Книга выходца из России, живущего во Франции Владимира Рудинского впервые была издана за границей и разошлась мгновенно.
Еще бы, ведь этот уникальный, написанный великолепным языком и на современном материале, «роман в новеллах» можно отнести одновременно к жанрам триллера и детектива, эзотерики и мистики, фантастики и современной «городской» прозы, а также к эротическому и любовному жанрам.
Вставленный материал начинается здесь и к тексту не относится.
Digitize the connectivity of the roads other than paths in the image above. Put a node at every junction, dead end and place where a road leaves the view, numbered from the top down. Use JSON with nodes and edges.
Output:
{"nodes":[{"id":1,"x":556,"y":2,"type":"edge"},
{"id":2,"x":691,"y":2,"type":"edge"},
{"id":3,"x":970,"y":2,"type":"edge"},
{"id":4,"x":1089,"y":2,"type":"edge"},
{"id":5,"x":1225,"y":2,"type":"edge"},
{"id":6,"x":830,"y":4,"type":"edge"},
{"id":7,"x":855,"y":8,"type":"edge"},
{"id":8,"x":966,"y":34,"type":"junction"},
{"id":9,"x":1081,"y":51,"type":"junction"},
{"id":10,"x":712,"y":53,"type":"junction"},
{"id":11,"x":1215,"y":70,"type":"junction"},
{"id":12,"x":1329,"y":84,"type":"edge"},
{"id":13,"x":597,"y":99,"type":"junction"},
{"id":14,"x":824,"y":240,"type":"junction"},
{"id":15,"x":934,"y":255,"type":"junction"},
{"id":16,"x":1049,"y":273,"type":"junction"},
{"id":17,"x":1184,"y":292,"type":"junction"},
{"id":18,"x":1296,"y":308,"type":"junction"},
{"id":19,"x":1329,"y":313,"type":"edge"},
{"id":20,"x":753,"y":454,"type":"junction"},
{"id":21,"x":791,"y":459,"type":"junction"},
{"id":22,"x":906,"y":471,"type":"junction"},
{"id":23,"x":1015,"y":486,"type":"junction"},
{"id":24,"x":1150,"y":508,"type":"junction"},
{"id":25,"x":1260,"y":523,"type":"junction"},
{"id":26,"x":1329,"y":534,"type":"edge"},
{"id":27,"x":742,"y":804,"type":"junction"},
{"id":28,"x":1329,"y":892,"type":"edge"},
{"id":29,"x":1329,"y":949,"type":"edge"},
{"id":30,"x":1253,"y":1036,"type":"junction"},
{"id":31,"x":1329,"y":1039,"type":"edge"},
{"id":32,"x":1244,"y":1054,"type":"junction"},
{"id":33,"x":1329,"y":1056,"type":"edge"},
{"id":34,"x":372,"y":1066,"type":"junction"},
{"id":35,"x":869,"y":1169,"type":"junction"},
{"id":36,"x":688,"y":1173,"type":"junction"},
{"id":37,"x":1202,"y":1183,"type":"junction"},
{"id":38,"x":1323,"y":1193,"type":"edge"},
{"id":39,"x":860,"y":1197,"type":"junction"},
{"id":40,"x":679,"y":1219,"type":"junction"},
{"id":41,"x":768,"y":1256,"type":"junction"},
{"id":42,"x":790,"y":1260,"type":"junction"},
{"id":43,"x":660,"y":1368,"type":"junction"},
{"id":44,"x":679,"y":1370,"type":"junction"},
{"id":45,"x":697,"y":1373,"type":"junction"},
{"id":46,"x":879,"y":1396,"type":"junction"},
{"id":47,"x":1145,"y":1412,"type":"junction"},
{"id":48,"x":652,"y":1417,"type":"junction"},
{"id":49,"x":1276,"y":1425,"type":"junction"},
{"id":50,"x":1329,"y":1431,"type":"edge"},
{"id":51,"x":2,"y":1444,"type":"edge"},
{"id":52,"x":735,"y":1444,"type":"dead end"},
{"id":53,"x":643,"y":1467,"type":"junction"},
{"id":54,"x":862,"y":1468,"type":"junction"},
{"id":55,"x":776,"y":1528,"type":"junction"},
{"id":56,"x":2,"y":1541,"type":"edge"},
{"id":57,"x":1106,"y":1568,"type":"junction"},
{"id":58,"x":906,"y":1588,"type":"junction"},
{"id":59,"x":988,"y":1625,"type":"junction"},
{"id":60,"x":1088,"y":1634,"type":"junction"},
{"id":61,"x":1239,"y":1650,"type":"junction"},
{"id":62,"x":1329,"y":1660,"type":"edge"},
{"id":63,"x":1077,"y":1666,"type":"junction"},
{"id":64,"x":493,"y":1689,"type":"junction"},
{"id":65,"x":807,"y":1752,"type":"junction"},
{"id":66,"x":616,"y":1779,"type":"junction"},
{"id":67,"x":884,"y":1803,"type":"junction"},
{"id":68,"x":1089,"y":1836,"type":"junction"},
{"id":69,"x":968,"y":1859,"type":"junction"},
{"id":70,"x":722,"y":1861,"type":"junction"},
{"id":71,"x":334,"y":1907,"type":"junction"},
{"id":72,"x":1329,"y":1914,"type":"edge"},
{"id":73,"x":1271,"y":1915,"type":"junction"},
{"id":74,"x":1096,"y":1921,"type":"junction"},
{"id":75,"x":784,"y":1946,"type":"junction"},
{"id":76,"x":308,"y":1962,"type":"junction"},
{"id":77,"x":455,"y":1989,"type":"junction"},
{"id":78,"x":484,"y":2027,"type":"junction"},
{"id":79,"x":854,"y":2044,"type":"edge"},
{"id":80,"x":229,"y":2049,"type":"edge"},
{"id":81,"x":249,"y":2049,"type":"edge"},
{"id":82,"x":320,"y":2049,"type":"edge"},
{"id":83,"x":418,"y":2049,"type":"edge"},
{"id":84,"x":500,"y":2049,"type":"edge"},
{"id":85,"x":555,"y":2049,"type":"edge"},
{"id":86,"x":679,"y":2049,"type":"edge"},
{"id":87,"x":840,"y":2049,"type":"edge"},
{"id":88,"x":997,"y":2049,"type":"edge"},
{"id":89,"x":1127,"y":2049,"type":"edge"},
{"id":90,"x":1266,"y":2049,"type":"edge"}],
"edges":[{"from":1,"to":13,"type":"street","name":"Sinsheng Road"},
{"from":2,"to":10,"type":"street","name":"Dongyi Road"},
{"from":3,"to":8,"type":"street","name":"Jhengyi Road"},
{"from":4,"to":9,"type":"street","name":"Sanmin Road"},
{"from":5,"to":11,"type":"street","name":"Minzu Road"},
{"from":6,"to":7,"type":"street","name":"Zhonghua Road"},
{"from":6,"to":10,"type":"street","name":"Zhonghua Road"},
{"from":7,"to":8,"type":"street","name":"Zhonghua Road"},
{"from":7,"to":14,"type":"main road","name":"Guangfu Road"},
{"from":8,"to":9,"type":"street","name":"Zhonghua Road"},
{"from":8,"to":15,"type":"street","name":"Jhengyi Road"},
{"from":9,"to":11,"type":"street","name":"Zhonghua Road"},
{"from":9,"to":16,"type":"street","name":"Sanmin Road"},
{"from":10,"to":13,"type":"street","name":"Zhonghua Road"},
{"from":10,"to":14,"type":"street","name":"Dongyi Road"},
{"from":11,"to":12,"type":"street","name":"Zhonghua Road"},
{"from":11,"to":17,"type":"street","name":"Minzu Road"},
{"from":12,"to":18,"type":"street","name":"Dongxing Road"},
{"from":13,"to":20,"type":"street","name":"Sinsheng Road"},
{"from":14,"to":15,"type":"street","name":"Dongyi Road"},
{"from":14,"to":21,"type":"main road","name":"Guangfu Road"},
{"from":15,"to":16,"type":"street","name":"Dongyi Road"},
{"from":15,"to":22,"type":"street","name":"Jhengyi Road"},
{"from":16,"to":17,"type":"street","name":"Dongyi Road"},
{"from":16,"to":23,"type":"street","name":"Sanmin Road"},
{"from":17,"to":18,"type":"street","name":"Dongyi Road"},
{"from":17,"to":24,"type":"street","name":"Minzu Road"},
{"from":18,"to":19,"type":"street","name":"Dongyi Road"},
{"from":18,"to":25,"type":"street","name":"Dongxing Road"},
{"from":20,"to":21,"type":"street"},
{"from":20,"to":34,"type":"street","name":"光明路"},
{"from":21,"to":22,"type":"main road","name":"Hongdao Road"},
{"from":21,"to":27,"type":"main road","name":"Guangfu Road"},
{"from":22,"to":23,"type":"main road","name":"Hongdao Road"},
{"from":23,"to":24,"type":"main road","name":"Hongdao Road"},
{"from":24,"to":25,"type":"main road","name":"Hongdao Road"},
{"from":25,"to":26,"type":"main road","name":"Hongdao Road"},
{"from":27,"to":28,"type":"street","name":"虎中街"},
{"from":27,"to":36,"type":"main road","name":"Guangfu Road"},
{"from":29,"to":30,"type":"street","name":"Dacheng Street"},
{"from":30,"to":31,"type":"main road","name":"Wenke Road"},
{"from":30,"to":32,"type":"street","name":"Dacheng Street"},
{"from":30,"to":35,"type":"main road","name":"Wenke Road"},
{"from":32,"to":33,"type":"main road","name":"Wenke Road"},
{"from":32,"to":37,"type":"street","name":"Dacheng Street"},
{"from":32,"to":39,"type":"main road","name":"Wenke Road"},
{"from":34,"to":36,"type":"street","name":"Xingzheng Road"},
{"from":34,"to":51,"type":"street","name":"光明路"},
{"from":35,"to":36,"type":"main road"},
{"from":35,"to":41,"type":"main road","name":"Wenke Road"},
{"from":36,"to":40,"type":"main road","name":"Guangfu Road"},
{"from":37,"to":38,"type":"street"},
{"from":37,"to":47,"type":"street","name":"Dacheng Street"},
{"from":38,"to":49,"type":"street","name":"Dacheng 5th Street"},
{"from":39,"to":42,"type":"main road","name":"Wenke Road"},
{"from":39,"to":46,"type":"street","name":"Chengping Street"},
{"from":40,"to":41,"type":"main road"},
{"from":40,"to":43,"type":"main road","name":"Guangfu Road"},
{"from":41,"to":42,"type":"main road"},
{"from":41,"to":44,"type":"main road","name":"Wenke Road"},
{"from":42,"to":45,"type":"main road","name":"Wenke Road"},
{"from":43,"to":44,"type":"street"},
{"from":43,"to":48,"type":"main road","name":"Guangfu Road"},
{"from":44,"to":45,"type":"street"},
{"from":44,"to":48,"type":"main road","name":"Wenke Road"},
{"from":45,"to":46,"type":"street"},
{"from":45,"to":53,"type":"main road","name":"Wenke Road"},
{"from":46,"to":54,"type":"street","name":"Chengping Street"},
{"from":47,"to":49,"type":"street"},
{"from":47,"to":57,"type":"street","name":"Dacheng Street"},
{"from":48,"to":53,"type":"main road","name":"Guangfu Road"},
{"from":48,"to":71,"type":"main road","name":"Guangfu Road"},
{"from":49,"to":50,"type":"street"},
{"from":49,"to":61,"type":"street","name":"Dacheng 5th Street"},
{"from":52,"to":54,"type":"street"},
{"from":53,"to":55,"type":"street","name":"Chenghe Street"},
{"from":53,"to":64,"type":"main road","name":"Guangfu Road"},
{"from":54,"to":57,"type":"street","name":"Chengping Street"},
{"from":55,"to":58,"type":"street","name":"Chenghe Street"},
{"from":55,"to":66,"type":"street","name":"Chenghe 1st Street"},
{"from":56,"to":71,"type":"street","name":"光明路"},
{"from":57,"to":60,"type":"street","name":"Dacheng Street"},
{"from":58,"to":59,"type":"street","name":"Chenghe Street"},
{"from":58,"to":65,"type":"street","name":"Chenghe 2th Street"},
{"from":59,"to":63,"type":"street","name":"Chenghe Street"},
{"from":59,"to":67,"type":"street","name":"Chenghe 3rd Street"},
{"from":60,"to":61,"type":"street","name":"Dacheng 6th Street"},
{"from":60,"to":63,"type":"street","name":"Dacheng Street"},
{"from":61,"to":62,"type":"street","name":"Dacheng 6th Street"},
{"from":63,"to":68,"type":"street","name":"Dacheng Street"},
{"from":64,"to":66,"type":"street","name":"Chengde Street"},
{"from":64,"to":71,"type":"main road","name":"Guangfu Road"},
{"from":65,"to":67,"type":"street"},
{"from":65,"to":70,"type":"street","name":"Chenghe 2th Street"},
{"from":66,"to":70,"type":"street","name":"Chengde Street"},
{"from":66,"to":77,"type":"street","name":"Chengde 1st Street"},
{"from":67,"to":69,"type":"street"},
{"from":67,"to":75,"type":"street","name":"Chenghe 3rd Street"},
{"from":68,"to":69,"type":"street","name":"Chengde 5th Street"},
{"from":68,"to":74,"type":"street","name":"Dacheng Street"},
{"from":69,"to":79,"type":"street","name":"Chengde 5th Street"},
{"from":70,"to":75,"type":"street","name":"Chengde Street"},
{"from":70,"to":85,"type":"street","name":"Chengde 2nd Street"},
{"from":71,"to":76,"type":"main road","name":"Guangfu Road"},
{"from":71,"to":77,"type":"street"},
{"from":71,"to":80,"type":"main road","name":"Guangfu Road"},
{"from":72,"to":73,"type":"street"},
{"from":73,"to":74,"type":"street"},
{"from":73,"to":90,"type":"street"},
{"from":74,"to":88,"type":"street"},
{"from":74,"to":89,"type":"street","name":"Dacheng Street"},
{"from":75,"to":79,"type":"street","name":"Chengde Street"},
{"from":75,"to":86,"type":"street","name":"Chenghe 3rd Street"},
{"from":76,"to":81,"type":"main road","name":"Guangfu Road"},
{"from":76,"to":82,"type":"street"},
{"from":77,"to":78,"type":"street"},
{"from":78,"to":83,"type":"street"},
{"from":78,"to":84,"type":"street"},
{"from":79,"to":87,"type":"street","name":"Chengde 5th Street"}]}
Подобная жанровая полифония в одной книге удалась автору, благодаря лихо «закрученному» сюжету. Эзотерические обряды и ритуалы, игра естественных и сверхъестественных сил, борьба добра и зла, постоянное пересечение героями границ реального мира, активная работа подсознания — вот общая концепция книги.
Герои новелл «Любовь мертвеца», «Дьявол в метро», «Одержимый», «Вампир», «Лицо кошмара», «Египетские чары» — автор, детектив Ле Генн и его помощник Элимберри, оказываясь в водовороте загадочных событий, своими поступками утверждают — Бог не оставляет человека в безнадежном одиночестве перед лицом сил зла и вершит свое высшее правосудие…
В тексте книги сохранена авторская орфография и пунктуация.
1.0 - создание
Владимир Рудинский
Страшный Париж
ЦВЕТА ТУМАНА
или НЕСКОЛЬКО СТРОК О «СТРАШНОМ ПАРИЖЕ» И ЕГО АВТОРЕ
Есть, думается, определенная закономерность в том, что книги, подобные этой, приходят к российскому читателю именно сейчас, когда в умах и сердцах по-настоящему мыслящей и чувствующей части нашей читательской и зрительской аудитории происходит неспешное, углубленное, сосредоточенное накопление культурно-эстетической информации. Происходит, действенно и убедительно споря с вызывающими проявлениями нового бескультурья в обществе, наконец-то отрешившемся от идеологического догматизма, наглядно свидетельствуя, что ни одно духовное семя, в те или иные времена заброшенное в искони плодородную, надо признать, на редкость плохо и небрежно возделываемую, российскую почву, не пропадает втуне.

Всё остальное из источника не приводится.